Par conséquent, si un conflit venait à éclater, la capacité de l’État libanais à répondre aux besoins de sa population serait encore plus compromise. De même, la destruction d’infrastructures vitales, comme cela s’est produit en 2006, pourrait aggraver une situation déjà franchement désespérée.

La menace d’une explosion interne : le spectre de la guerre civile

Cette crise économique et sociale combinée au risque d’un conflit avec Israël rend vulnérable le Liban à la possibilité d’une explosion interne. L’absence de gouvernement effectif, la corruption généralisée, l’effondrement des institutions, l’insécurité et le mécontentement croissant de la population alimentent en effet les craintes d’une instabilité sociale accrue. Les tensions sectaires pourraient d’ailleurs potentiellement ressurgir assez vite, rappelant alors les souvenirs douloureux de la guerre civile de 1975-1990.

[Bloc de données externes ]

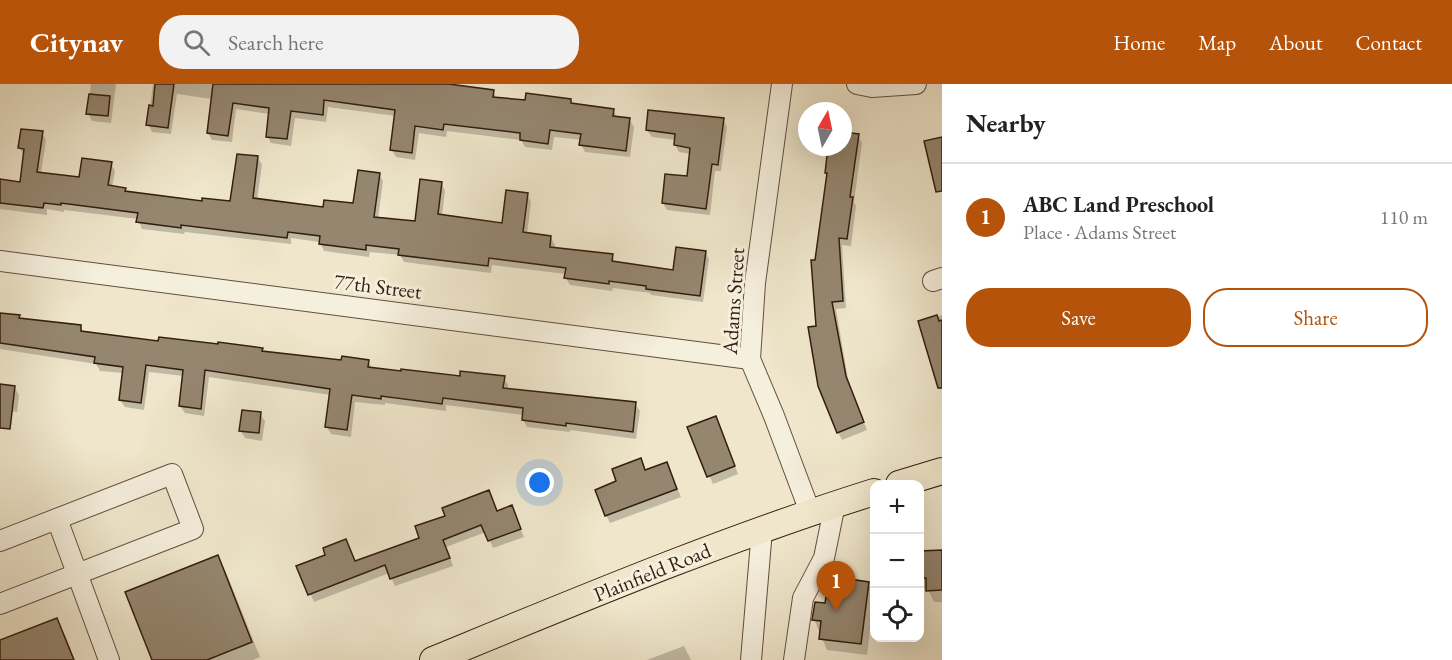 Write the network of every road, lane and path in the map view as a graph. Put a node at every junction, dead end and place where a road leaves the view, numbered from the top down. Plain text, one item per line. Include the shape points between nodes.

Alors que le moindre incident à la frontière pourrait déclencher un conflit à grande échelle avec Israël, et que les tensions internes menacent de faire imploser le pays de l’intérieur, le Liban est donc dans une situation intenable. Éviter un scénario catastrophe paraît aujourd’hui impossible au vu de la conjecture, sauf si les différents acteurs engagés dans la région venaient à exercer une retenue maximale et à s’engager dans un dialogue diplomatique soutenu. Mais est-ce vraiment leur volonté ? Rien n’est moins sûr…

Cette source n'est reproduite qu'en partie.